Format: Conference Object
Language:English
Published: 2023
Subjects:
Online Access:https://gfzpublic.gfz-potsdam.de/pubman/item/item_5021808
Description
Summary:To assess weather forecast and climate models, it is necessary to have observations going beyond standard variables, to reveal underlying processes. However, such observations are scarce over the central Arctic Ocean, with not even accurate observations of atmospheric vertical structure. Therefore, it is crucial to gather detailed atmospheric observations during icebreaker-based research expeditions to the central Arctic.

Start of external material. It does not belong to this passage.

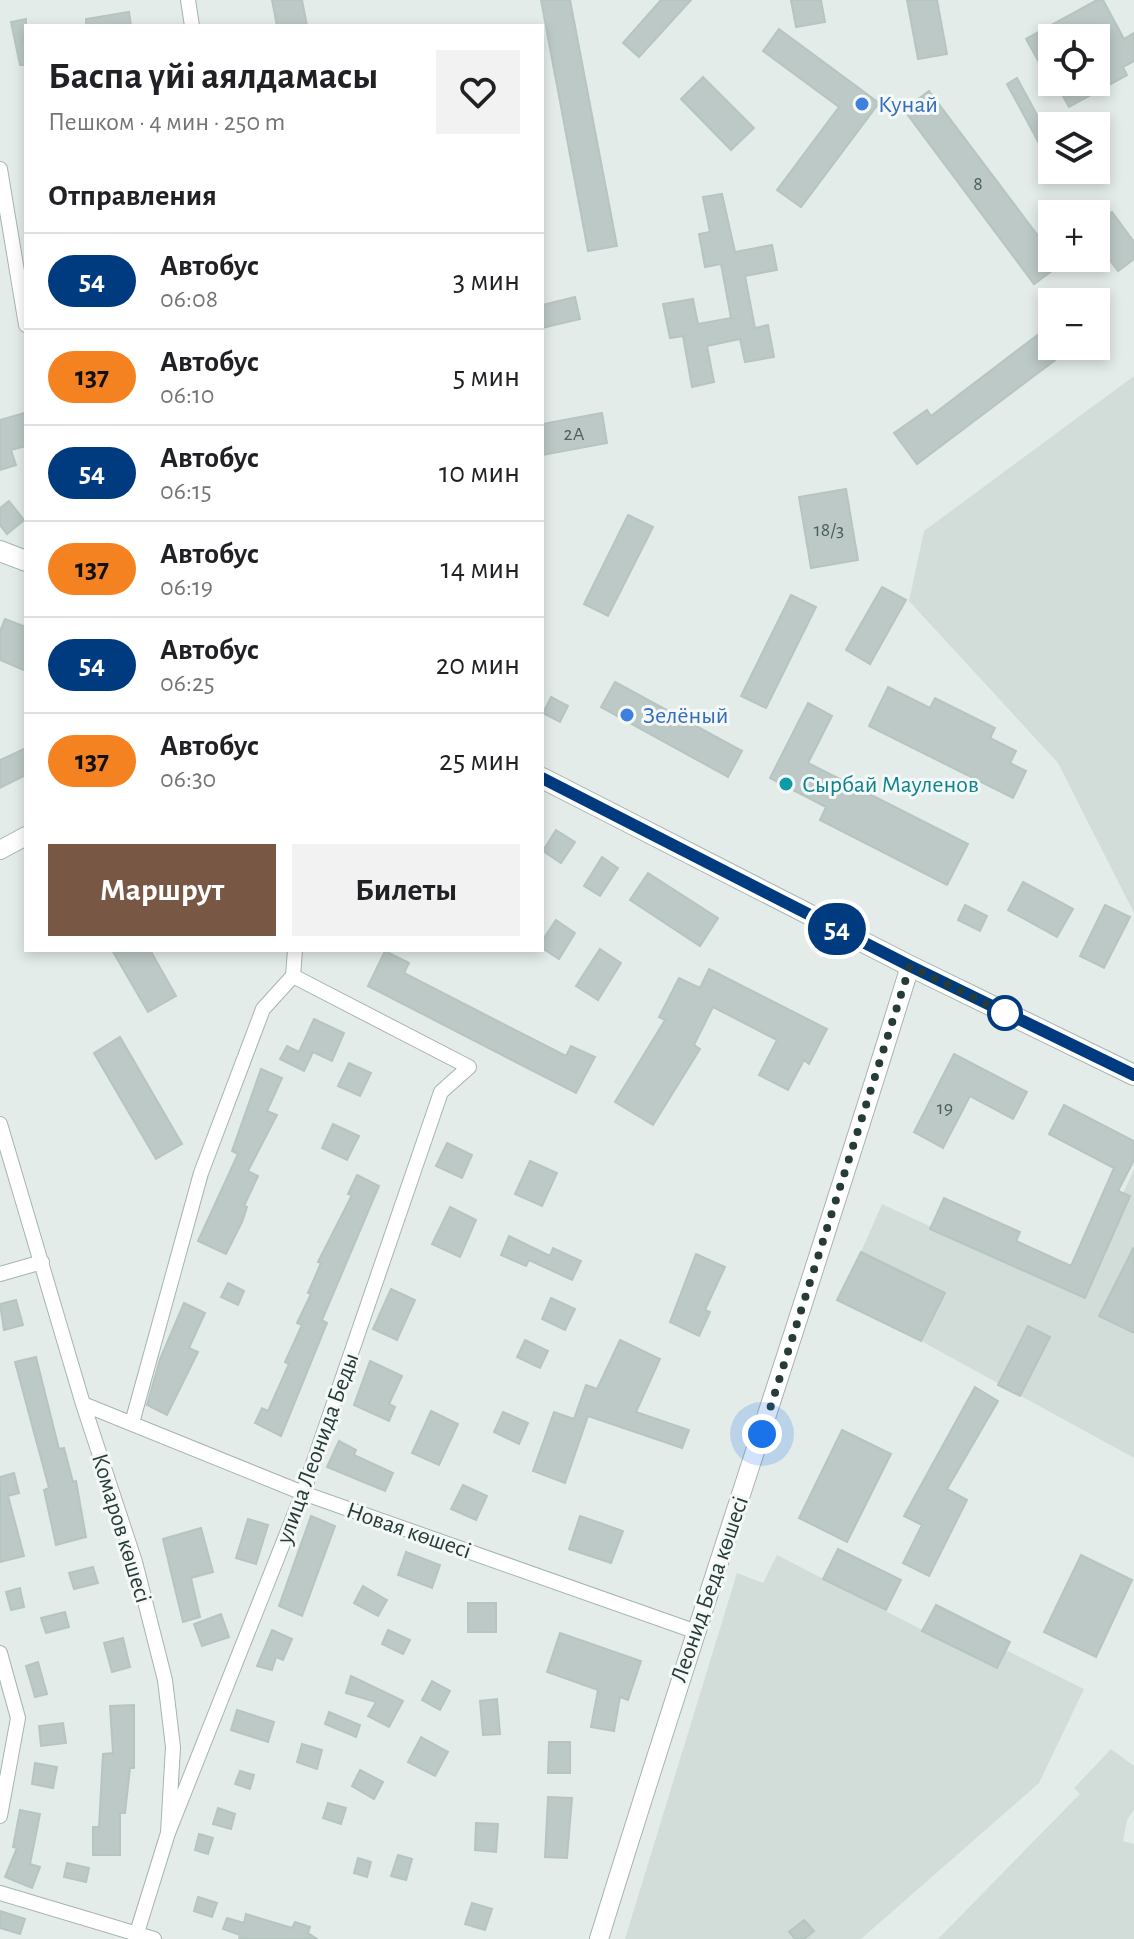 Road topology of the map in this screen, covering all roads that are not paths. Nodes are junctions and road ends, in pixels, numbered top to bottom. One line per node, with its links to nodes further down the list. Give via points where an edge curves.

In this study, we analyze extensive observations collected during the Arctic Ocean 2018 expedition on the icebreaker Oden. This took place in summer of 2018, with a focus on a month-long period from August 12 to September 14 while drifting with sea-ice near the North Pole. We evaluate 125 3-day forecasts from the European Centre for Medium-Range Weather Forecasts (ECMWF) Integrated Forecast System (IFS). Our analysis reveals a distinct systematic vertical error structure, with a boundary layer that is too warm with a kilometer-deep layer immediately above that is too cold. This error grows as the melt ends and the surface begins to freeze and also displays a diurnal variation. Additionally, the IFS overestimate low-troposphere clouds, with strong effects on the surface energy budget. Clear periods that occur in reality never materialize in the model. Initially errors are smaller, likely due to assimilation of the expeditions soundings, but grow rapidly and persist throughout the forecasts. We propose that the errors are due to parameterized sub-grid scale convection. Since the evaluated forecast model (Cy45r1) is almost identical to that used for ERA5, we expect these errors to be present also in the reanalysis.